Pour Assoumane Mahamadou de Al-Oummah training center, un autre centre de formation du même type, qui accueille près de 1200 élèves, avec une vingtaine d'élèves également dans chaque classe, la création est partie d'un constat sur le« retard criant des jeunes au niveau de la religion ».
« Nous avons remarqué que ce n’est qu’à la vingtaine que la personne se rend compte qu'elle ignore plusieurs règles de la religion que ce soit au sujet de la prière ou autres et nous nous sommes donc dits pourquoi ne pas initier les enfants dès le bas-âge» explique M.Assoumane.
Cette forme de dispense de cours islamiques en classe durant les vacances, est venue remplacer celles déjà existantes où les enfants en bas-âges se rendent chez les enseignants du quartier, généralement les imams des mosquées, pour apprendre la lecture du Coran.
« Au-delà de l’apprentissage de la lecture du Saint Coran, nous donnons à l’enfant des viatiques, notamment, les invocations et les hadiths à même de permettre à l’enfant de mieux comprendre sa religion », ajoute le responsable d’Al-Oumah training center.
Les cours se déroulent sur six jours par semaine. Trois pour les garçons et trois autres pour les filles et les femmes. La formation durent de 8 heure à midi, les lundis, mardis, et mercredis pour les garçons et les jeudis, vendredis et samedis pour les filles.

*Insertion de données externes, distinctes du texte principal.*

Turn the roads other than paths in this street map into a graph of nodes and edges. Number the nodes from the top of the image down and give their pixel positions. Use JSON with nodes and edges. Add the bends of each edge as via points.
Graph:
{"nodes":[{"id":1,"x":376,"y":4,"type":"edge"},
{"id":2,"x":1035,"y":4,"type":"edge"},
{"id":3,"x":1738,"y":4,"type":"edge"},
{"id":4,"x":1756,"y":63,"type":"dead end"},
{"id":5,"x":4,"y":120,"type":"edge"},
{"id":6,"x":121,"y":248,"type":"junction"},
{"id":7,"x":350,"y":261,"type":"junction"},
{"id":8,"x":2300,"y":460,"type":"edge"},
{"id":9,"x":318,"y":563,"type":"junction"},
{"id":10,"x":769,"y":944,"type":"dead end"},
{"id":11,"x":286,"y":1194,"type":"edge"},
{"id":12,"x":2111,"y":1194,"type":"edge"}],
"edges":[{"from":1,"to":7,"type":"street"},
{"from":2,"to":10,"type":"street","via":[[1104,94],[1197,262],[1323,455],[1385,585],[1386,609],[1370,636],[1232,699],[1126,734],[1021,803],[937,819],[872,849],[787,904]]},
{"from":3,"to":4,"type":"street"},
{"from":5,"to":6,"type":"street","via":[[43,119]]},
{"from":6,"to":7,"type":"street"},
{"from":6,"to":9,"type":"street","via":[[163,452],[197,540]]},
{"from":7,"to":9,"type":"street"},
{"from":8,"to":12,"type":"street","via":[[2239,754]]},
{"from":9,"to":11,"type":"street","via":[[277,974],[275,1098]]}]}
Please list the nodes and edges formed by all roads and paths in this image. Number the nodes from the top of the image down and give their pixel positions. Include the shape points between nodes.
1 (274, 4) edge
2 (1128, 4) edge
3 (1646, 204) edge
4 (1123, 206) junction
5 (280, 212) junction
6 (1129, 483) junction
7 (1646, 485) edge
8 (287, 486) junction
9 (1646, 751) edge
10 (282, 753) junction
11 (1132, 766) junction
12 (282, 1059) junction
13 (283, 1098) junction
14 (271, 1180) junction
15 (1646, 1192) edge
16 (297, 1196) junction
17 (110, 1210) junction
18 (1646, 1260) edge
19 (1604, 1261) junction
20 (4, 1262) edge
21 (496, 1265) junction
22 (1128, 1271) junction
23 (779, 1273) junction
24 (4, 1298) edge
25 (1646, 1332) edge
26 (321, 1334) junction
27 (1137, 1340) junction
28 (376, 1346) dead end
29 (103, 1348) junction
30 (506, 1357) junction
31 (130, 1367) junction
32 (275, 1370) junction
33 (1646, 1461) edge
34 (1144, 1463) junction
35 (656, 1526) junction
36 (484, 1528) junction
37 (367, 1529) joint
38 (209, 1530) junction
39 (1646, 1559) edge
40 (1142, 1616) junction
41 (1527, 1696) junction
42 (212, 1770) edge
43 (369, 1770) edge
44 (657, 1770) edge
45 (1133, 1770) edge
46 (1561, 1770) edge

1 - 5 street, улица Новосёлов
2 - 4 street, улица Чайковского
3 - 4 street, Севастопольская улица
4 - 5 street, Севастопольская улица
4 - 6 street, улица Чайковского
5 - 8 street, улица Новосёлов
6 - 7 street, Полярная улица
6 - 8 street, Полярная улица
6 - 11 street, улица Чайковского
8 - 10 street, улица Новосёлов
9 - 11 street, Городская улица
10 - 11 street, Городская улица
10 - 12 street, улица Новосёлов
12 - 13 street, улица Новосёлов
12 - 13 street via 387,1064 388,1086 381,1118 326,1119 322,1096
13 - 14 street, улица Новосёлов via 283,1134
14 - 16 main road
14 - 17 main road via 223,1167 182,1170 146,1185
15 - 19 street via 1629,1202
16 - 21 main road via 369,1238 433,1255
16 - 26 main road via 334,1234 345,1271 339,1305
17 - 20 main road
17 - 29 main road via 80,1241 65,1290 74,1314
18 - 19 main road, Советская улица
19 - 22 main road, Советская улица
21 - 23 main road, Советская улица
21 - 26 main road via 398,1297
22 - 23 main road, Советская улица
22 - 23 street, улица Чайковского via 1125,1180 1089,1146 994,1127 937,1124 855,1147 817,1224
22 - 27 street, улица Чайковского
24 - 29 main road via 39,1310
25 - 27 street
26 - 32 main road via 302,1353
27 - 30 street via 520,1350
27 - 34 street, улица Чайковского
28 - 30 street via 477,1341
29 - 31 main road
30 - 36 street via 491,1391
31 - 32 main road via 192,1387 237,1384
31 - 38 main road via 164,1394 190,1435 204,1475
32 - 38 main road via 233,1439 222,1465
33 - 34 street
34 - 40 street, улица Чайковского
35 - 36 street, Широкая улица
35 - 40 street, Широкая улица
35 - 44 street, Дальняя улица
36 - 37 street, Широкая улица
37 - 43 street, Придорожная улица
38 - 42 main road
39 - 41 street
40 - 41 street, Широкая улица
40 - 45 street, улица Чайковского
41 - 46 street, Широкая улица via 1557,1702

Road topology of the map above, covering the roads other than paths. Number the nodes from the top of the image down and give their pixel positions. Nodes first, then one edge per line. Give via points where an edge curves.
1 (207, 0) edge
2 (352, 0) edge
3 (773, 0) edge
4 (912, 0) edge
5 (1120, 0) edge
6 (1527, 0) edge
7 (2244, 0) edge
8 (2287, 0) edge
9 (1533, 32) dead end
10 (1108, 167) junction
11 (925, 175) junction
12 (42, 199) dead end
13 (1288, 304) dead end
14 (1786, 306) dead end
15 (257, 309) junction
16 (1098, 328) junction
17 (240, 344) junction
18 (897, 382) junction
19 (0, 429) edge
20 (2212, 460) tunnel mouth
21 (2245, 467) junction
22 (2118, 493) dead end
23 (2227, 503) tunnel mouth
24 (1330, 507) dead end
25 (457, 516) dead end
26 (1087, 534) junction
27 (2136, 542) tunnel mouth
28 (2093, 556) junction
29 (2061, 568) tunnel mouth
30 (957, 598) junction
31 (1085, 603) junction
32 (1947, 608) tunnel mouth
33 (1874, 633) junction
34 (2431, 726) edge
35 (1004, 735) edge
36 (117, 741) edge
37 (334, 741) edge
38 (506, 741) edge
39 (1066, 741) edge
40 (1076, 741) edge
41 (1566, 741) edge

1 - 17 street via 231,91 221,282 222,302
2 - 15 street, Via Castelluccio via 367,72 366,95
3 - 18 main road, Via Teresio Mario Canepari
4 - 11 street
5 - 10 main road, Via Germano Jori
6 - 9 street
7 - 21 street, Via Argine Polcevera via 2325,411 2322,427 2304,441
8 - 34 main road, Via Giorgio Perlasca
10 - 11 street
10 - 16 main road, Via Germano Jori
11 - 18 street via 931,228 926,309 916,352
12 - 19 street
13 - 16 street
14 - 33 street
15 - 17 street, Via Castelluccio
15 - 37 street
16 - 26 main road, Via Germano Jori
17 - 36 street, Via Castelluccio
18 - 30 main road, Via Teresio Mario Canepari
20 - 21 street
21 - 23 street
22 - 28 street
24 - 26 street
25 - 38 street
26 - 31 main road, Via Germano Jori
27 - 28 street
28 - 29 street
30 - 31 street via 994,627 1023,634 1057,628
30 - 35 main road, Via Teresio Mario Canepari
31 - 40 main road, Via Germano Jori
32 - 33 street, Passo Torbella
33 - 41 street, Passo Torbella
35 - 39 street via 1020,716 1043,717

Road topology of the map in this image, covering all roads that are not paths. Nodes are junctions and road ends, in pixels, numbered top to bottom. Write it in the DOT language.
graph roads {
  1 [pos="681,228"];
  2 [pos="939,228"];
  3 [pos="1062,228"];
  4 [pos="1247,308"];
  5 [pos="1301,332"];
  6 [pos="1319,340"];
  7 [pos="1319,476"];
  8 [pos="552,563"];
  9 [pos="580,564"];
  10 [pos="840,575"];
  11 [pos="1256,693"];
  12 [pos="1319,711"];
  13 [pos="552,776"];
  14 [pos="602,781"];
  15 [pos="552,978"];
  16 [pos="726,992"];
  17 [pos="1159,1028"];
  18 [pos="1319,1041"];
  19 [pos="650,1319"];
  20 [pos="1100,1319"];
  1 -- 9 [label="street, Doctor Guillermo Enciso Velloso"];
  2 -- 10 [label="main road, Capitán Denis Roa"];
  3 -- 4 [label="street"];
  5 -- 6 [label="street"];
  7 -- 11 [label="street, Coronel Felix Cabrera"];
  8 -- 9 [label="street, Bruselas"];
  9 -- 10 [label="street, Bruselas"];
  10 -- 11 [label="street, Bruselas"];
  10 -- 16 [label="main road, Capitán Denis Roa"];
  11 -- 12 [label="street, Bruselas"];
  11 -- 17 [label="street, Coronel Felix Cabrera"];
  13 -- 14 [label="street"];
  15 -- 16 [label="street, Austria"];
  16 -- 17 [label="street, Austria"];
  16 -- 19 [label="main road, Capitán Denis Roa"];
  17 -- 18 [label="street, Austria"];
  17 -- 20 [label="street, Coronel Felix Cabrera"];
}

Moyennant la somme de 10.000 FCFA (environ 15 dollars) par mois, les jeunes enfants peuvent, en plus de la lecture du Saint Coran, être initiés aux cultes islamiques (ablutions, prières, règles de la politesse et autres invocations concernant la bienséance islamique), expliquent les responsables de centres.
Une initiative qui connait beaucoup d’engouement auprès des parents qui ont massivement inscrit les enfants. «Nous avons environ 2000 inscrits cette année», précise Mme Abdallah.
Devant la porte d’Al-Badr, les parents attendent impatiemment leurs enfants à la fin des cours comme durant une année scolaire normale.
« Au début, je n’y croyais pas, mais avec le temps j’ai vu un changement dans le comportement de ma fille» explique à Anadolu Rabiatou Boubacar, une jeune femme d’une trentaine d’années. « Elle me rappelle la prière chaque fois qu'elle entend l’appel de l'imam", ajoute-t-elle fièrement.
Pour les élèves, la joie est aussi au rendez-vous. "J'ai appris l'existence de ces cours de vacances islamiques par l'intermédiaire d'une amie. Depuis je me suis informée et je me suis inscrite et vraiment je trouve ces cours très intéressants et édifiants " explique Halimatou sadia Mahamadou, une jeune étudiante, qui a déjà hâte d'être au lendemain.